Calorie counting is hard to stick to, and doesn’t put any focus on the nutrition found within the food. Counting macros, however, takes a more holistic look at all of the good-for-you nutrients you’re consuming. Most of it is common sense: look at a plate (or bowl) of food, and then see if it’s a healthy balance of carbs, fat, and protein. An example of this could be a large green salad with roasted sweet potato tossed in an olive oil-based dressing and paired with chicken, or the salmon tacos with avocado pictured below.


Get the recipe for Ina Garten’s Roasted Salmon Tacos 

If you’re looking to lose weight, maintain a healthy weight, increase your energy levels or up your game at the gym, counting macros may help you along.
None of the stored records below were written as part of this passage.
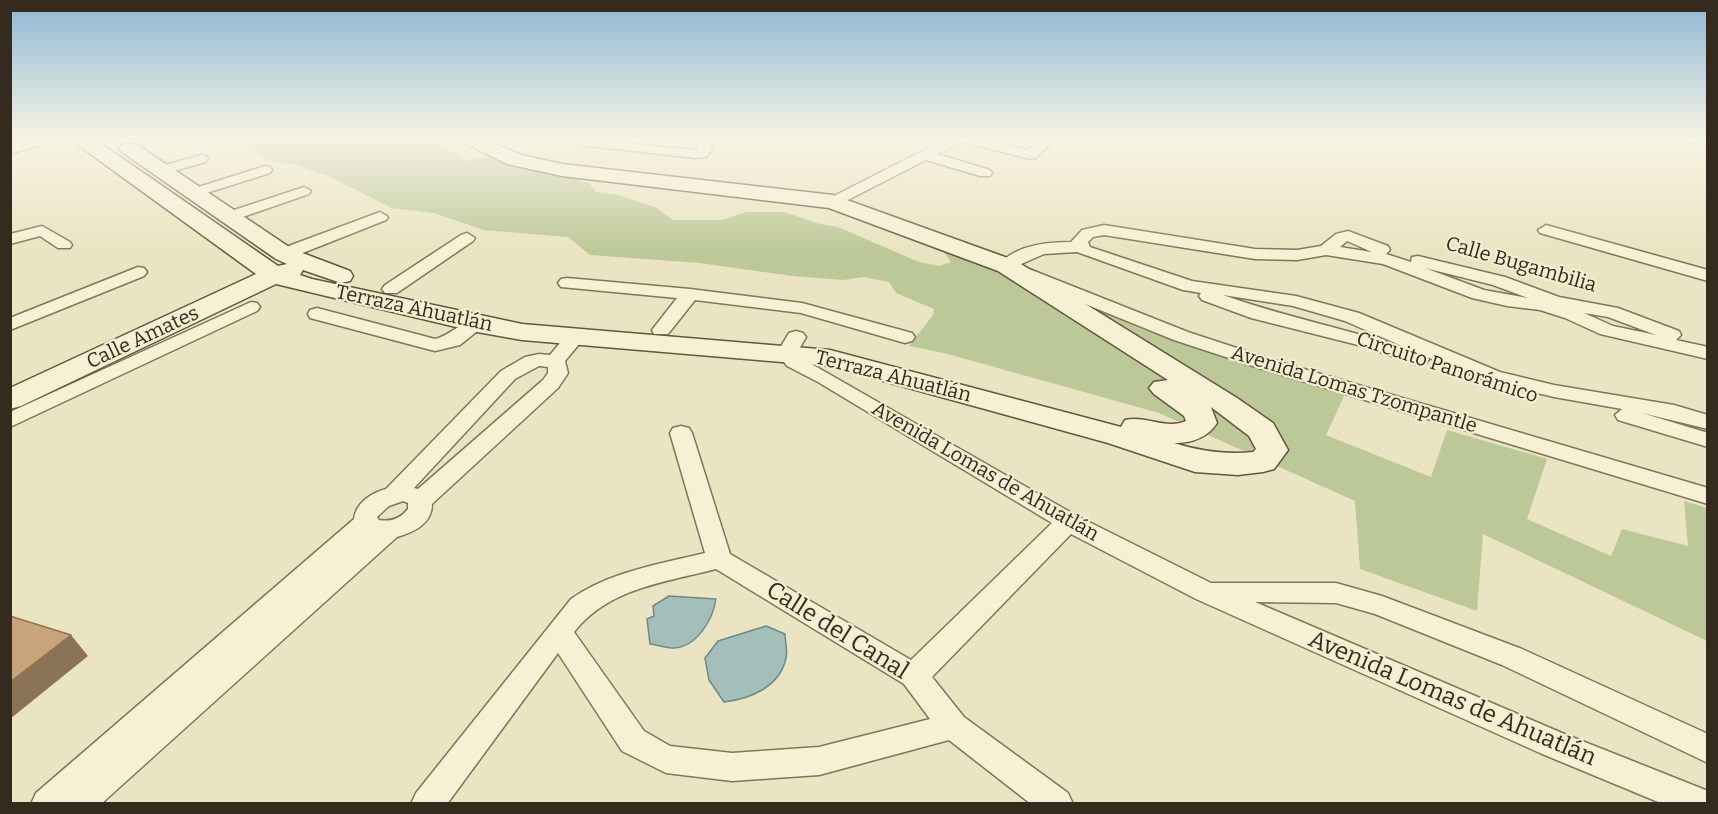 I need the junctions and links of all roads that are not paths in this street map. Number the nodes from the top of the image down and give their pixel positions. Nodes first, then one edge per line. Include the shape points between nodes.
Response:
1 (141, 176) edge
2 (172, 176) edge
3 (246, 176) edge
4 (613, 176) edge
5 (884, 176) edge
6 (304, 191) dead end
7 (197, 192) junction
8 (833, 202) junction
9 (228, 217) junction
10 (380, 217) dead end
11 (1546, 230) dead end
12 (467, 238) dead end
13 (10, 239) edge
14 (1080, 242) junction
15 (64, 245) dead end
16 (999, 263) junction
17 (279, 264) junction
18 (138, 272) dead end
19 (316, 275) junction
20 (1707, 276) edge
21 (567, 283) dead end
22 (392, 289) junction
23 (690, 294) junction
24 (251, 307) dead end
25 (801, 308) junction
26 (317, 314) dead end
27 (477, 324) junction
28 (10, 325) edge
29 (661, 330) junction
30 (905, 337) dead end
31 (784, 345) junction
32 (1697, 346) edge
33 (560, 349) junction
34 (1553, 396) junction
35 (10, 400) edge
36 (10, 420) edge
37 (1707, 422) edge
38 (681, 434) dead end
39 (1707, 440) edge
40 (394, 495) junction
41 (1707, 496) edge
42 (420, 501) junction
43 (1068, 522) junction
44 (377, 526) junction
45 (719, 559) junction
46 (1204, 592) junction
47 (558, 631) junction
48 (914, 676) junction
49 (953, 726) junction
50 (1707, 749) edge
51 (47, 804) edge
52 (77, 804) edge
53 (427, 804) edge
54 (1057, 804) edge
55 (1701, 804) edge

1 - 17 street, Terraza Ahuatlán
2 - 7 street, Terraza Ahuatlán
3 - 7 street
4 - 8 street
5 - 8 street
6 - 9 street
7 - 9 street, Terraza Ahuatlán
8 - 16 street
9 - 17 street, Terraza Ahuatlán
10 - 17 street
11 - 20 street
12 - 22 street
13 - 15 street via 42,231
14 - 16 street, Calle Bugambilia via 1039,249
14 - 32 street, Calle Bugambilia via 1088,233 1104,230 1255,254 1297,255 1326,250 1387,256 1478,294 1554,305 1607,330
14 - 34 street, Circuito Panorámico via 1258,314
16 - 31 street, Terraza Ahuatlán via 989,266 993,277 1190,404 1201,417 1198,428 1181,432 1146,430 836,342
16 - 31 street, Terraza Ahuatlán via 1262,430 1272,450 1270,456 1263,461 1244,463 1195,461 1119,436
16 - 41 street, Avenida Lomas Tzompantle via 1181,336
17 - 19 street, Terraza Ahuatlán
17 - 35 street, Calle Amates
18 - 28 street
19 - 22 street, Terraza Ahuatlán
19 - 27 street, Terraza Ahuatlán
21 - 23 street
22 - 29 street, Terraza Ahuatlán via 521,317
23 - 25 street
23 - 29 street
24 - 36 street
25 - 30 street
25 - 31 street
26 - 27 street via 435,345 453,341
27 - 33 street, Terraza Ahuatlán
29 - 31 street, Terraza Ahuatlán
31 - 33 street, Terraza Ahuatlán
31 - 43 street, Avenida Lomas de Ahuatlán via 794,362
33 - 40 street via 521,365 508,375
33 - 42 street via 558,373 551,384
34 - 37 street, Circuito Panorámico via 1646,406
34 - 39 street, Circuito Panorámico
38 - 45 street
40 - 42 street via 410,494
40 - 44 street via 371,506 365,517
42 - 44 street via 420,512 399,528
43 - 46 street, Avenida Lomas de Ahuatlán
43 - 48 street
44 - 51 street
44 - 52 street
45 - 47 street via 602,593 581,605
45 - 48 street, Calle del Canal
46 - 50 street, Avenida Lomas de Ahuatlán via 1336,593 1382,606 1512,657
46 - 55 street, Avenida Lomas de Ahuatlán
47 - 49 street via 633,741 666,759 732,767 819,761
47 - 53 street
48 - 49 street, Calle del Canal
49 - 54 street, Calle del Canal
The Percentage of Macros You Need

These percentages of macros needed is dependent on a range of factors, so choose both what feels right and is recommended by your medical professional. The numbers are what you’re aiming for in your whole day, so plan meals accordingly:

Macros for General Health 

  • 45-65% carbs
  • 20-35% fat
  • 10-35% protein

Macros for Weight Loss

  • 30% carbs
  • 25% fat
  • 45% protein

Macros for Strength

  • 50% carbs
  • 20% fat
  • 30% protein

Macros for Endurance

  • 45-50% carbs
  • 20-30% fat
  • 15-20% protein

Macros for the Keto Diet (under medical supervision)

  • 6% carbs
  • 73% fat
  • 21% protein

How to Count Macros Successfully

If counting or tracking your macros is something you want to try, you have to know your weight (tied directly to body mass index) and activity level, as your carb, fat and protein intake requirements are entwined to these two pieces of information. Here’s a Macro Calculator that does the math for you, leaving you to just cook, eat and start tracking.

For overall well-being, counting macros or not, focus on whole, real, unprocessed foods made from scratch when possible, 80% of the time and keep those extras to 20% of the time. It can be as easy as that.